“The drum has truly been my most faithful companion in the world,” Alfio Antico says on air at Rete Italia, “It’s like my mother’s breast that taught me how to feed.”

These words explain, better than any technical analysis, the profound bond between the Sicilian artist and his music.

Antico’s latest album, La macchia, was born from the encounter between a musician and his producer, both coming from musically distant worlds.

The collaboration began almost by chance, thanks to Giulio Fonseca—known as Go Dugong—a friend of Antico’s son, Mattia.

“He asked if I could collaborate on a track and I said, ‘Of course, with pleasure.’” From there, over time, came the idea of a “somewhat electronic” album, moving between composition and improvisation.

Improvisation, however, is no incidental element—it’s the beating heart of the project. “It came later, when we recorded,” he explains.

And it’s there that Antico’s music inevitably returns to its origins: “Travelling through mythology, through my culture … like the sea, which is never the same—sometimes calm, sometimes violent.”

The starting point is always the drum. But in Antico’s case, this is no ordinary tambourine—it is a personal, unique instrument. “My drum is a proper instrument, not a tambourine,” he insists.

Deeply immersed in folk tradition, Antico has spent decades transcending, transforming and reinventing it, always with respect, care and study. His path has crossed the history of music—his drum features in Fabrizio De André’s Don Raffaè—but also theatre and diverse musical experiences. “I’ve developed every technique of sound through my drums,” he says.

In his story, the drum is born from the earth and from everyday life. The first drum Antico built was made from sheepskin. “My uncle helped me,” he recalls. The sheep was called Barulè—meaning baroness.

Barulè was a beautiful, strong animal that, after death, became sound. “If we put it in lime, we’ll make a fine drum,” his uncle told him.

Behind this story lies a vivid portrait of a rural Sicily that now feels distant, yet remains the matrix of everything for Antico. “I have always been connected to nature,” he says.

He also recounts the hardship of his childhood: a sick father, the need to work as a shepherd, poverty. “I had to face that life, but my dream was to become a musician,” he recalls.

Yet his music is not nostalgia; it is living memory, transformed into contemporary language. Even when it meets electronics, Antico never loses contact with the earth—he claims it with pride.

“I used to be ashamed to say where I came from,” he confesses. But today, that root is his strength. He builds his drums himself, and no one can reproduce them.

“No one knows how to play my drums,” he says. He has sold very few; to him they are almost sacred objects.

His inspiration comes from the fields: “When the wheat makes waves, I try to follow it with my left arm.” It is a poetic gesture, perfectly describing his aesthetic: music as imitation of nature and an attempt to follow a rhythm that existed before humanity.

In his playing, the left arm is central. “The left commands and the right enjoys itself,” he explains.

When the two meet, magic happens.
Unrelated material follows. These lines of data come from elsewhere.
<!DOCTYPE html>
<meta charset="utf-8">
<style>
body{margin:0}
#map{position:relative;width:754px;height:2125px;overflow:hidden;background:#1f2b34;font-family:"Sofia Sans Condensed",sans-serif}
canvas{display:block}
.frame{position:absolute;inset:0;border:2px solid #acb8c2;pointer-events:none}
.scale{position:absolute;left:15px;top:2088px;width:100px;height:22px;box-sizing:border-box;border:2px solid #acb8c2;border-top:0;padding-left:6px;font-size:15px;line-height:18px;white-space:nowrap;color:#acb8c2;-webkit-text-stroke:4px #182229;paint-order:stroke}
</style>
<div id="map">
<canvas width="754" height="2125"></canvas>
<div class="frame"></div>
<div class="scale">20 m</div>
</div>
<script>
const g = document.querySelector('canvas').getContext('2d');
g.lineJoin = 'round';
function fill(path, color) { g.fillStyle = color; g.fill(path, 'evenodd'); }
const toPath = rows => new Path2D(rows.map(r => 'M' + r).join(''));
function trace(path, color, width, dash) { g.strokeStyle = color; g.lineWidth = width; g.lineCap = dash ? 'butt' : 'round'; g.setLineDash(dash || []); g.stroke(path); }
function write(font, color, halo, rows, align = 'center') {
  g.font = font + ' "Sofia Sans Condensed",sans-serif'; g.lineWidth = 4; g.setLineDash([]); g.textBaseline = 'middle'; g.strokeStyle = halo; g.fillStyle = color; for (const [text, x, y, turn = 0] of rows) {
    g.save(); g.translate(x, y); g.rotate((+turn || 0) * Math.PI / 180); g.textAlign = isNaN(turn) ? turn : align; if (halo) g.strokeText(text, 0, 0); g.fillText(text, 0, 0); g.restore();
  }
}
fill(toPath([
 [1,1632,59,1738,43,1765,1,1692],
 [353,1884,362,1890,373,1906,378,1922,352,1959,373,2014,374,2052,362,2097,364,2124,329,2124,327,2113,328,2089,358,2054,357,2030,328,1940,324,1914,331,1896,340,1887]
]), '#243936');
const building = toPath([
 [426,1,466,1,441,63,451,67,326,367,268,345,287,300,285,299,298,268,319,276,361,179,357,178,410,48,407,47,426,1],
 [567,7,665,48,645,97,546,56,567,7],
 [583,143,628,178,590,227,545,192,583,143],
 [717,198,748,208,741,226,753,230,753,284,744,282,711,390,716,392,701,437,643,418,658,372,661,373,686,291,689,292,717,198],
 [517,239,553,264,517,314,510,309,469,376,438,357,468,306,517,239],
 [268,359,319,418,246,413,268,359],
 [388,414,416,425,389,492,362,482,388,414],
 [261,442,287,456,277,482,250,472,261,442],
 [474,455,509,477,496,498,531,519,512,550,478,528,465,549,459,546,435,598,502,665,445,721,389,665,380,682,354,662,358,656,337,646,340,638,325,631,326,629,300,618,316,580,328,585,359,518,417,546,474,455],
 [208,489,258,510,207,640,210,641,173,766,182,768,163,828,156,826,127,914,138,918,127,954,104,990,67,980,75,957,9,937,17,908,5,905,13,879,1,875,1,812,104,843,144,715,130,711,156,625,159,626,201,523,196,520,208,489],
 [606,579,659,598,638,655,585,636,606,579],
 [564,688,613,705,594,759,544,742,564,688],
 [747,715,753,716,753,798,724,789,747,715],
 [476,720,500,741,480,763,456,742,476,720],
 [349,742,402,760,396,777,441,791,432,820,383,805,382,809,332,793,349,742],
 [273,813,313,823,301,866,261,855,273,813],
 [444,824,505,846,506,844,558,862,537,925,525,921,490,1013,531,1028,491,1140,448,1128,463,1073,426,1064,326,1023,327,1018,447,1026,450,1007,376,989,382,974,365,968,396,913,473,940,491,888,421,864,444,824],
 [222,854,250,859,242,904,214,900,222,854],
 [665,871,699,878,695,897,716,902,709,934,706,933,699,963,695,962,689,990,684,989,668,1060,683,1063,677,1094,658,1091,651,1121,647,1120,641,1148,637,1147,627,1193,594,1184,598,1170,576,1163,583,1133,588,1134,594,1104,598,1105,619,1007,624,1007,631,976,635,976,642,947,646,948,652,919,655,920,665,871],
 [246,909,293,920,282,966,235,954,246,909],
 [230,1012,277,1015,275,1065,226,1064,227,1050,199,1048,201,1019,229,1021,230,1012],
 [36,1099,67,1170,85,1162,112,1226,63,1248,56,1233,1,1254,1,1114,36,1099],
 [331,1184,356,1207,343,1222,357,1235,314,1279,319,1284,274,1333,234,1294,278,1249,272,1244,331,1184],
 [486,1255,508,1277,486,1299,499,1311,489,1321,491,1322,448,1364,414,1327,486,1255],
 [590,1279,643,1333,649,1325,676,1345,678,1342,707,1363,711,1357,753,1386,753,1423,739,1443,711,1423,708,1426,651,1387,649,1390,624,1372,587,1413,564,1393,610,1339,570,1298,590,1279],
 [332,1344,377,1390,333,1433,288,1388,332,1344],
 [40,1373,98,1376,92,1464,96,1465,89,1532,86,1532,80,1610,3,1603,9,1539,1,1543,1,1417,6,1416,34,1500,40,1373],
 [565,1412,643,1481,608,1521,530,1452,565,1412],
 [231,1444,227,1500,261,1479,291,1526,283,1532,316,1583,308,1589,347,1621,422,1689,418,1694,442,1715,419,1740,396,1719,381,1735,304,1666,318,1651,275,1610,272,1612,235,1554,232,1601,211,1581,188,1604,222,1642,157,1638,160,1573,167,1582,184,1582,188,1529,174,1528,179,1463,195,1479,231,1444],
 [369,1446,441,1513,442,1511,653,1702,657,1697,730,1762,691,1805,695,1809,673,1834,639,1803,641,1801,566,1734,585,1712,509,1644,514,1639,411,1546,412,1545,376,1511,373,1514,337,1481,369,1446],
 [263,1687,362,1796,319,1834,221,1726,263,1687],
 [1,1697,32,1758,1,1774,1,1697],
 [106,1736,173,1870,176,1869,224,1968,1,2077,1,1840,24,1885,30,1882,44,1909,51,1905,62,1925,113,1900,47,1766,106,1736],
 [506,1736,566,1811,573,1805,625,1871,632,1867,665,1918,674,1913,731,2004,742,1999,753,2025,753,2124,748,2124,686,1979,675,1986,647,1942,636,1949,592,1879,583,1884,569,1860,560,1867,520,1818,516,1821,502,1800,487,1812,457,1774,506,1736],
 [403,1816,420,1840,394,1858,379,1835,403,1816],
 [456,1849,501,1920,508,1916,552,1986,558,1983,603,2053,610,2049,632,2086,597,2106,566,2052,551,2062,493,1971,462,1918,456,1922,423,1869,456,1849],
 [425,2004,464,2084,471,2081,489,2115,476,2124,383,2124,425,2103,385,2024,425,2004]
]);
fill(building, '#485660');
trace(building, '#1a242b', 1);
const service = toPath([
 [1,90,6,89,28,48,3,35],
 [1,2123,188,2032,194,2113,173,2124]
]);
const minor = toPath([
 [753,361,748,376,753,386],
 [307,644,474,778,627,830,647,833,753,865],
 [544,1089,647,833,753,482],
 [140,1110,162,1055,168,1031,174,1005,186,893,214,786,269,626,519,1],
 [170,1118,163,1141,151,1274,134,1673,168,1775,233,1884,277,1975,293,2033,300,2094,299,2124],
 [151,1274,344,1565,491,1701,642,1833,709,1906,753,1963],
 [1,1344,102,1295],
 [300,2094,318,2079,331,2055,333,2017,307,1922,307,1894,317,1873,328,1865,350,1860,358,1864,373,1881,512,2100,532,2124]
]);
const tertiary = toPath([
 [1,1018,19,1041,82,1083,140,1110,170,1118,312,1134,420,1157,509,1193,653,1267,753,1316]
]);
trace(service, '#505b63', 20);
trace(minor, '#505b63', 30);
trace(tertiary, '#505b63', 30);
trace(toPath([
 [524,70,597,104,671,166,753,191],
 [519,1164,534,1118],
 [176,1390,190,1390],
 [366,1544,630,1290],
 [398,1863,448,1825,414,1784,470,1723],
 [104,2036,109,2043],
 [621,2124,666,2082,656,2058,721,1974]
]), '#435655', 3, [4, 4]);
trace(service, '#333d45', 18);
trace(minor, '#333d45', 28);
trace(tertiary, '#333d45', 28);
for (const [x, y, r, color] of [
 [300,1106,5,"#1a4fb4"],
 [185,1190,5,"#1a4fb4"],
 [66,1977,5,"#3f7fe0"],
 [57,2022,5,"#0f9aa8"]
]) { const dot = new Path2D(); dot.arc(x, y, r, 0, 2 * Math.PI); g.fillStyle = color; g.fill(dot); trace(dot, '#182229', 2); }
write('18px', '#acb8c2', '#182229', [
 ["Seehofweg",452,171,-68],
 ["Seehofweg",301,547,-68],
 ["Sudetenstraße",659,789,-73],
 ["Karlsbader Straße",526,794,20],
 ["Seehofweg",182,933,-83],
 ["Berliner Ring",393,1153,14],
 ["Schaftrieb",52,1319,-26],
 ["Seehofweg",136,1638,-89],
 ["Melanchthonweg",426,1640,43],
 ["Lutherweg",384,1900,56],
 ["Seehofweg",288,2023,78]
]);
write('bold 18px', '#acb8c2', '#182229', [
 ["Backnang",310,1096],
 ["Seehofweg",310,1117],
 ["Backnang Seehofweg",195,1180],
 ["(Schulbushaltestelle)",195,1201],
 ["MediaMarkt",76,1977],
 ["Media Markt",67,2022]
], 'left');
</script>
His explanation is unexpectedly physical: “It’s like making love. If you let them caress each other… you get sound without causing harm.”

It’s in this balance that the theatrical dimension of his concerts emerges. Antico appears on stage like an archaic warrior, the drum pressed against his body.
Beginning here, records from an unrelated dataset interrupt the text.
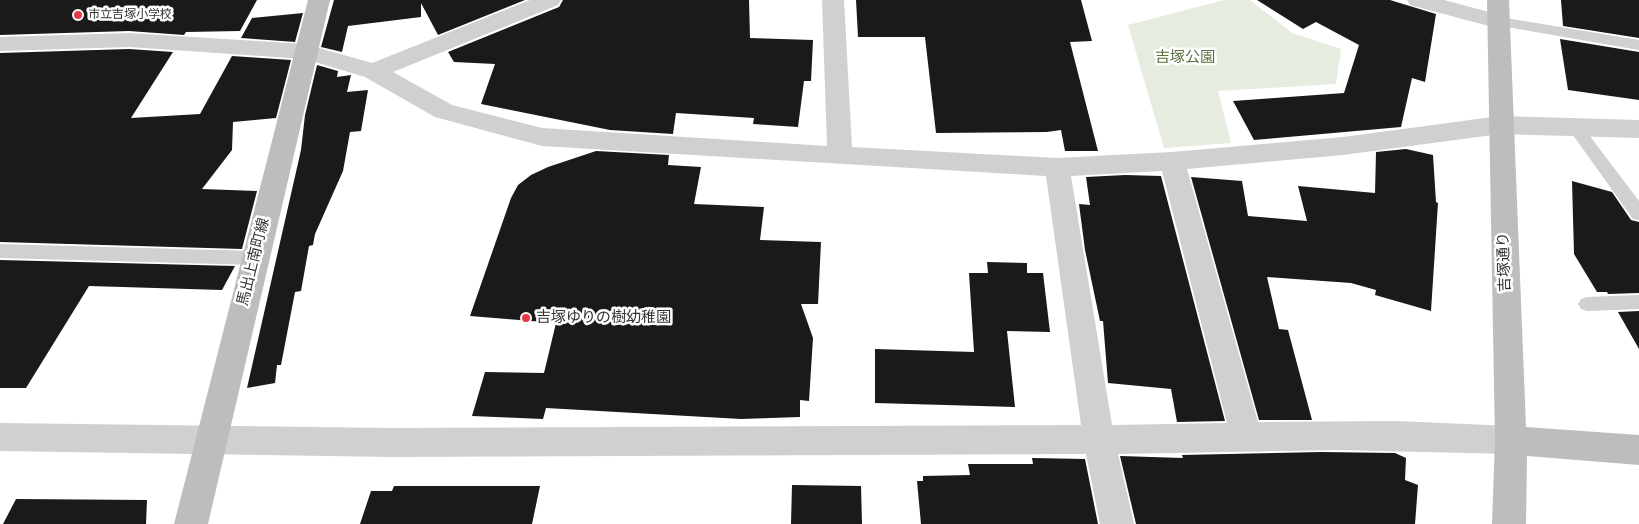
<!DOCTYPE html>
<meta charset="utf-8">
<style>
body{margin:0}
canvas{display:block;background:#fff}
</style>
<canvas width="1639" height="524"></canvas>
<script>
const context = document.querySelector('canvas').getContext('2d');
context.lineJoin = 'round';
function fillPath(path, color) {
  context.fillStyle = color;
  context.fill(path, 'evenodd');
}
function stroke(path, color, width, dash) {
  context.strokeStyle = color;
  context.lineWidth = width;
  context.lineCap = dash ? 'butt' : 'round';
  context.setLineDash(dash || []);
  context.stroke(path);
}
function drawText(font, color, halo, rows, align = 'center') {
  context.font = font + ' "Sofia Sans Condensed","Noto Sans JP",sans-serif';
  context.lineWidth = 5;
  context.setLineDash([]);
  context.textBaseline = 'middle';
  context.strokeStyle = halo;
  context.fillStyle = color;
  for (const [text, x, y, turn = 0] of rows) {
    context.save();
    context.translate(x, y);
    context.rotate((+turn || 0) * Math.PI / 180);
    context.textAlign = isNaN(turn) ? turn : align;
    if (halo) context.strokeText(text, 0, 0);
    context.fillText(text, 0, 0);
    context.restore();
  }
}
const green = new Path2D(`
 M 1224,0 L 1250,0 L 1292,33 L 1341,49 L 1336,84 L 1218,91 L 1231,143 L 1164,148 L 1128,25 Z`);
const building = new Path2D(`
 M 0,0 L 257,0 L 240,31 L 186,32 L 184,35 L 129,31 L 0,35 Z
 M 334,0 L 525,0 L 438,35 L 421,3 L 421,17 L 348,26 L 342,52 L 321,47 Z
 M 563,0 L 749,0 L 750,38 L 813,40 L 811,81 L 804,81 L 798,127 L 753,124 L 754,118 L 676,113 L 673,134 L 610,130 L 481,104 L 495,64 L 454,62 L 448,52 L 559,7 Z
 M 856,0 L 1081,0 L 1092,41 L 1070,42 L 1098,151 L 1065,151 L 1061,130 L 1047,132 L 936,133 L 925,37 L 858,37 Z
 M 1257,0 L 1390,0 L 1436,14 L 1425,82 L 1412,78 L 1401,127 L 1254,140 L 1233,101 L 1344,93 L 1359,45 L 1316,22 L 1303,29 Z
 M 1561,0 L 1639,0 L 1639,38 L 1563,26 Z
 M 303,13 L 295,42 L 241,38 L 252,18 Z
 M 1560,39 L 1639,52 L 1639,100 L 1568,90 Z
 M 129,49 L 173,52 L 131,118 L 200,114 L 232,56 L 291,60 L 276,118 L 233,122 L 232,150 L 202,189 L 257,191 L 242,249 L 0,242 L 0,53 Z
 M 317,65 L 338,71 L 337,77 L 351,75 L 347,92 L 368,90 L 361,131 L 350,132 L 343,171 L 315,234 L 313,245 L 309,246 L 301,291 L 295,292 L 281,365 L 277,365 L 275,383 L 247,388 L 301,150 L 305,115 Z
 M 1406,149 L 1433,155 L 1436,202 L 1438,203 L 1431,311 L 1375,295 L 1376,290 L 1351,283 L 1267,277 L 1279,329 L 1288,330 L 1312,420 L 1259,420 L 1191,177 L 1242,181 L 1248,216 L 1307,221 L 1298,186 L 1375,193 L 1376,152 Z
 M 596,151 L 669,155 L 668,165 L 701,167 L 694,204 L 764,207 L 760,240 L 821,242 L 818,304 L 801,304 L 813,338 L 809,401 L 800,400 L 800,417 L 741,419 L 546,408 L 543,419 L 472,416 L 485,372 L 544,373 L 556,323 L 470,316 L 511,198 L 518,185 L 531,175 L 548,167 Z
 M 1125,175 L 1161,176 L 1225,421 L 1177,422 L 1171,389 L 1108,383 L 1103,321 L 1100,321 L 1085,250 L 1079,204 L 1090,205 L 1086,177 Z
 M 1572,181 L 1612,192 L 1631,220 L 1639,222 L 1639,293 L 1608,294 L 1607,292 L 1597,292 L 1574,254 Z
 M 0,260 L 235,266 L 222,290 L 89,286 L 26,388 L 0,388 Z
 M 987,262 L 1027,263 L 1027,273 L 1043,273 L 1050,332 L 1007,331 L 1015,407 L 875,403 L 875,349 L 974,352 L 969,273 L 988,273 Z
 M 1639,311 L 1639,349 L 1618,312 Z
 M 1321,452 L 1395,453 L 1406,458 L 1405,480 L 1418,485 L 1415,524 L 1136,524 L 1120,456 L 1183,458 L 1182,455 Z
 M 1032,458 L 1085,459 L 1098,524 L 921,524 L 917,481 L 923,481 L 923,476 L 970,475 L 968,464 L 1033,464 Z
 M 792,485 L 861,486 L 862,524 L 791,524 Z
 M 394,486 L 540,486 L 532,524 L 360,524 L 371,491 L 392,491 Z
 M 16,499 L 147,500 L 146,524 L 3,524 Z`);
const lane = new Path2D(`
 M 1500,17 L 1639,40 L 1639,50 L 1495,25 L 1493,22 L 1495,19 Z
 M 1575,121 L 1580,123 L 1639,201 L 1639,220 L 1633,219 L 1570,131 L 1567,127 L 1570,123 Z
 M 0,244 L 255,251 L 261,253 L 264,258 L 261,263 L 255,265 L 0,258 Z
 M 1639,295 L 1639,309 L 1587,311 L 1581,309 L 1578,304 L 1581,299 L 1587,297 Z`);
const street = new Path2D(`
 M 530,0 L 561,0 L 558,5 L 393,72 L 452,105 L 542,128 L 827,146 L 822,0 L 844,0 L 852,147 L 1057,158 L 1172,152 L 1343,137 L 1500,116 L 1639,120 L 1639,138 L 1500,134 L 1343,155 L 1187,169 L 1258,422 L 1396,421 L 1511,426 L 1522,430 L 1527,440 L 1522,450 L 1511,454 L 1338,450 L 1118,454 L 1134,524 L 1100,524 L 1086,454 L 393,457 L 0,451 L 0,423 L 393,428 L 1081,425 L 1046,176 L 542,146 L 435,117 L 365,77 L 305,59 L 129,47 L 0,51 L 0,37 L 129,33 L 305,44 L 372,63 ZM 1162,171 L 1227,423 L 1112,425 L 1071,176 Z
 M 1407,0 L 1444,0 L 1508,17 L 1511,22 L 1508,27 L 1500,29 L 1410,5 Z`);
const secondary = new Path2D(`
 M 308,0 L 330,0 L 208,524 L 174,524 Z
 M 1487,0 L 1509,0 L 1526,427 L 1639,435 L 1639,465 L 1527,456 L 1526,524 L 1492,524 L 1495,440 Z`);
const markers = [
 [78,15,5,"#e63946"],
 [526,318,5,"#e63946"]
];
const farPoinames = [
 ["市立吉塚小学校",88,15]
];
const parkNames = [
 ["吉塚公園",1185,58]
];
const streetNames = [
 ["馬出上南町線",254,262,-76],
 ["吉塚通り",1505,262,-92]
];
const poiNames = [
 ["吉塚ゆりの樹幼稚園",536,318]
];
fillPath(green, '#e6ecdf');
fillPath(building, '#1a1a1a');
fillPath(lane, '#d0d0d0');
fillPath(street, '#d0d0d0');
fillPath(secondary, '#bdbdbd');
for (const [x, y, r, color] of markers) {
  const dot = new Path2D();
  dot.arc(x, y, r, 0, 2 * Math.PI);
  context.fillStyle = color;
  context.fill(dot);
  stroke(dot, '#fff', 2);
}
drawText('12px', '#333', '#fff', farPoinames, 'left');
drawText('15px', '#56703f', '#fff', parkNames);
drawText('15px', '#333', '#fff', streetNames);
drawText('15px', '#333', '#fff', poiNames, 'left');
</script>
“It’s like a shield,” he says. A shield that protects “the chest, where the heart is, and the belly”. The drum becomes struggle, resistance, discipline.

In the coming days, Alfio Antico will be in Australia at WOMADelaide, performing at the festival on March 6, 7 and 9. He promises an intense and powerful show.

“It will be beautiful,” he says enthusiastically. “It will all be built on improvisation, but we all know where we’re taking the music.” A game of freedom and rigour, where musicians pursue one another. “They follow me and I follow them,” he says.

Towards the end of the interview comes a more sombre reflection on the state of folk music in Italy. Antico does not mince words: “I see it as forced, a bit lost.”

In his view, truth has been replaced by repetitive formulas, trapped in musical stereotypes frozen in time. “I see it as cold, like a postcard. There’s no love, no truth.”

For him, folk music is not something to imitate, but to live, breathe and embody. Without that life, without that land, it risks becoming merely a mask.

Alfio Antico has always refused that mask. In his drum there are the farmhouses, the soil, the threshing floor, the ricotta sold at the market in his hometown of Lentini in Catania and the voices of street vendors.

There is deep Sicily, but also a possible future. A future where tradition is not a postcard, but a drumbeat—true, real, human and unrepeatable.